Comparative Analysis of Prediction of Coronal Mass Ejections (CME) based on Sunspot Activities Using Various Machine Learning Models

In this paper numerous models of Classification Learning Algorithms were used to explore the relation of sunspot counts and coronal mass ejections (CMEs). The aim was to determine the best predictive performance of initiation of CMEs in association with the sunspot counts and solar cycle amongst the models used. The NOAA Daily American Sunspot number and the SOHO/LASCO CME catalogue was processed to create the dataset for implementation in the various classification learning algorithms.
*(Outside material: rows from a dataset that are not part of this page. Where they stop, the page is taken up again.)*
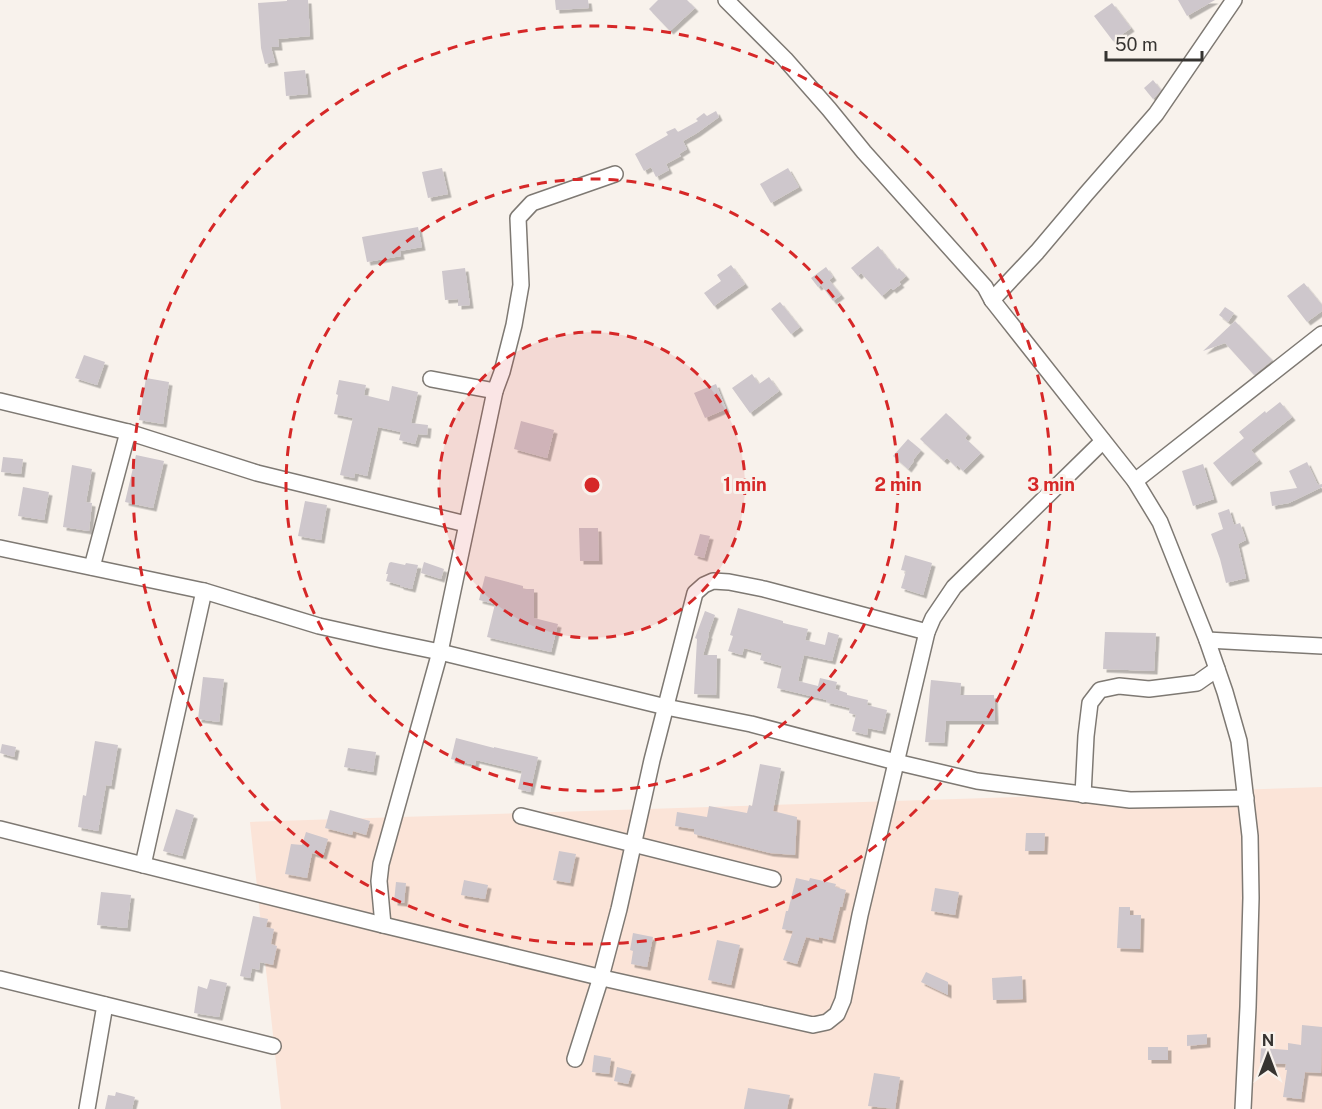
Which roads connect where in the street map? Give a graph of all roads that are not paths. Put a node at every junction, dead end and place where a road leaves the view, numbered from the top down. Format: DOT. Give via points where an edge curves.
graph roads {
  1 [pos="726,0"];
  2 [pos="1234,0"];
  3 [pos="615,174"];
  4 [pos="992,300"];
  5 [pos="1322,334"];
  6 [pos="431,379"];
  7 [pos="495,391"];
  8 [pos="0,401"];
  9 [pos="128,432"];
  10 [pos="1103,441"];
  11 [pos="1135,481"];
  12 [pos="466,524"];
  13 [pos="0,548"];
  14 [pos="92,567"];
  15 [pos="204,591"];
  16 [pos="927,632"];
  17 [pos="1207,640"];
  18 [pos="1322,646"];
  19 [pos="440,652"];
  20 [pos="1217,669"];
  21 [pos="666,707"];
  22 [pos="896,762"];
  23 [pos="1083,795"];
  24 [pos="1246,798"];
  25 [pos="521,816"];
  26 [pos="0,829"];
  27 [pos="633,844"];
  28 [pos="143,865"];
  29 [pos="773,879"];
  30 [pos="383,926"];
  31 [pos="601,977"];
  32 [pos="0,979"];
  33 [pos="105,1005"];
  34 [pos="273,1046"];
  35 [pos="575,1059"];
  36 [pos="87,1109"];
  37 [pos="1243,1109"];
  1 -- 4 [label="street" via="785,59 985,287"];
  2 -- 4 [label="street" via="1156,114"];
  3 -- 7 [label="street" via="532,203 518,218 521,285"];
  4 -- 10 [label="street"];
  5 -- 11 [label="street"];
  6 -- 7 [label="street"];
  7 -- 12 [label="street"];
  8 -- 9 [label="street"];
  9 -- 12 [label="street" via="257,474"];
  9 -- 14 [label="street"];
  10 -- 11 [label="street"];
  10 -- 16 [label="street" via="954,587"];
  11 -- 17 [label="street" via="1160,522"];
  12 -- 19 [label="street"];
  13 -- 14 [label="street"];
  14 -- 15 [label="street"];
  15 -- 19 [label="street" via="319,626"];
  15 -- 28 [label="street"];
  16 -- 21 [label="street" via="765,590 713,581 695,593"];
  16 -- 22 [label="street"];
  17 -- 18 [label="street"];
  17 -- 20 [label="street"];
  19 -- 21 [label="street"];
  19 -- 30 [label="street" via="381,864"];
  20 -- 23 [label="street" via="1197,683 1100,690 1090,703"];
  20 -- 24 [label="street" via="1239,741"];
  21 -- 22 [label="street" via="751,724"];
  21 -- 27 [label="street"];
  22 -- 23 [label="street" via="977,780"];
  22 -- 31 [label="street" via="843,1000 837,1014 827,1022 813,1025"];
  23 -- 24 [label="street" via="1130,800"];
  24 -- 37 [label="street" via="1251,898"];
  25 -- 27 [label="street"];
  26 -- 28 [label="street"];
  27 -- 29 [label="street"];
  27 -- 31 [label="street"];
  28 -- 30 [label="street"];
  30 -- 31 [label="street"];
  31 -- 35 [label="street"];
  32 -- 33 [label="street"];
  33 -- 34 [label="street"];
  33 -- 36 [label="street"];
}
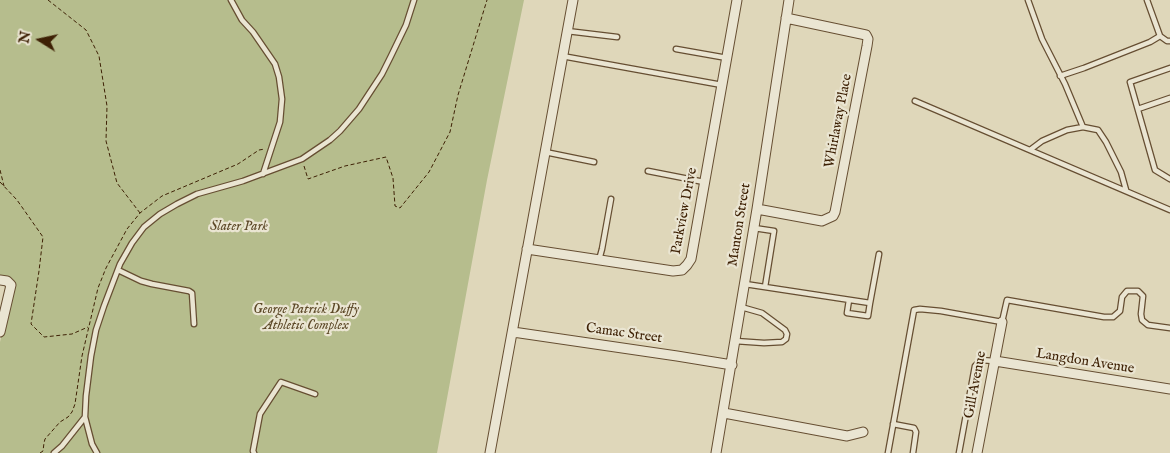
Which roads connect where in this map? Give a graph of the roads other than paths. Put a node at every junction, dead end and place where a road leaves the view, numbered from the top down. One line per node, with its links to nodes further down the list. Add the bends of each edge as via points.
1 (231, 0): 27 (lane, via 275,64 280,77 280,122)
2 (414, 0): 27 (lane, via 391,56 350,120 330,140 302,159)
3 (573, 0): 9 (street)
4 (737, 0): 15 (street, Parkview Drive)
5 (789, 0): 8 (street, Manton Street)
6 (1028, 0): 17 (lane)
7 (1147, 0): 10 (lane)
8 (786, 18): 32 (street, Manton Street); 32 (street, Whirlaway Place, via 866,34 867,46 833,216 822,220)
9 (567, 31): 11 (lane); 14 (street)
10 (1160, 36): 12 (lane); 17 (lane)
11 (617, 37)
12 (1170, 41)
13 (676, 50): 15 (lane)
14 (562, 56): 18 (lane); 24 (street)
15 (727, 58): 18 (street, Parkview Drive)
16 (1170, 68): 21 (lane, via 1130,82)
17 (1060, 76): 22 (lane)
18 (722, 85): 29 (street, Parkview Drive)
19 (1170, 98): 21 (lane)
20 (915, 101): 23 (lane)
21 (1138, 109): 28 (lane, via 1155,170)
22 (1083, 127): 23 (lane, via 1067,130); 30 (lane, via 1098,130 1121,172)
23 (1030, 150): 30 (lane)
24 (545, 152): 25 (lane); 35 (street)
25 (594, 162)
26 (648, 171): 29 (lane)
27 (263, 174): 38 (lane, via 197,194 160,214 132,243)
28 (1170, 180)
29 (704, 182): 37 (street, Parkview Drive, via 691,259 682,270)
30 (1126, 190): 33 (lane)
31 (611, 199): 37 (lane)
32 (756, 210): 34 (street, Manton Street)
33 (1170, 210)
34 (754, 228): 40 (street, Manton Street); 41 (lane, via 774,230)
35 (527, 249): 37 (street, Parkview Drive); 49 (street)
36 (878, 254): 43 (lane)
37 (599, 260)
38 (118, 270): 46 (lane, via 141,281 192,293); 56 (lane, via 96,330)
39 (0, 280): 48 (street, via 11,285)
40 (744, 284): 41 (lane); 44 (street, Manton Street)
41 (765, 287): 42 (lane)
42 (849, 300): 43 (lane); 43 (lane, via 847,313 868,316)
43 (870, 303)
44 (741, 307): 50 (street, Manton Street); 50 (lane, via 762,313 785,330 786,338 782,342)
45 (1002, 322): 47 (lane, via 1007,300 1113,317 1120,311 1122,297 1127,291 1138,291 1144,296 1142,320 1148,325); 51 (street, Gill Avenue); 57 (lane, via 941,311 914,310)
46 (194, 324)
47 (1170, 328)
48 (0, 332)
49 (513, 332): 52 (street, Camac Street); 62 (street)
50 (736, 341): 52 (street, Manton Street)
51 (995, 361): 53 (street, Langdon Avenue); 66 (lane, via 981,360 975,366); 67 (street, Gill Avenue)
52 (732, 365): 55 (street, Manton Street)
53 (1170, 390)
54 (315, 394): 61 (lane, via 281,382 260,414)
55 (724, 413): 58 (street, via 847,436); 63 (street, Manton Street)
56 (85, 417): 59 (lane); 60 (lane)
57 (893, 424): 64 (lane); 65 (lane, via 914,428)
58 (863, 432)
59 (54, 453)
60 (97, 453)
61 (254, 453)
62 (490, 453)
63 (716, 453)
64 (888, 453)
65 (912, 453)
66 (959, 453)
67 (978, 453)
Extensive experimentation was done using various features from the catalogues and the most suitable four features (Day, Month, Year and Sunspot counts) were selected as the input nodes for the classification learning. In our work a comparative analysis of the performance of accuracy of various classification learning techniques namely, decision tree, nearest neighbor, support vector machine, discriminant, ensembles and logistic regression; was shown on the basis of Receiver Operating Characteristics (ROC) analysis and studying the Confusion Matrices. These classification learning algorithms takes the date and sunspot number as the input and spits out the result of whether a CME will be initiated for that instance or not. The dataset was split using the statistical k-fold cross validation method for the training and testing purpose. It was observed that amongst the various model used here, Ensemble Bagged Tree showed the best performance with an accuracy of 90.8%. Further work can be done on this data set with a better predictive performance through the use of various neural network models.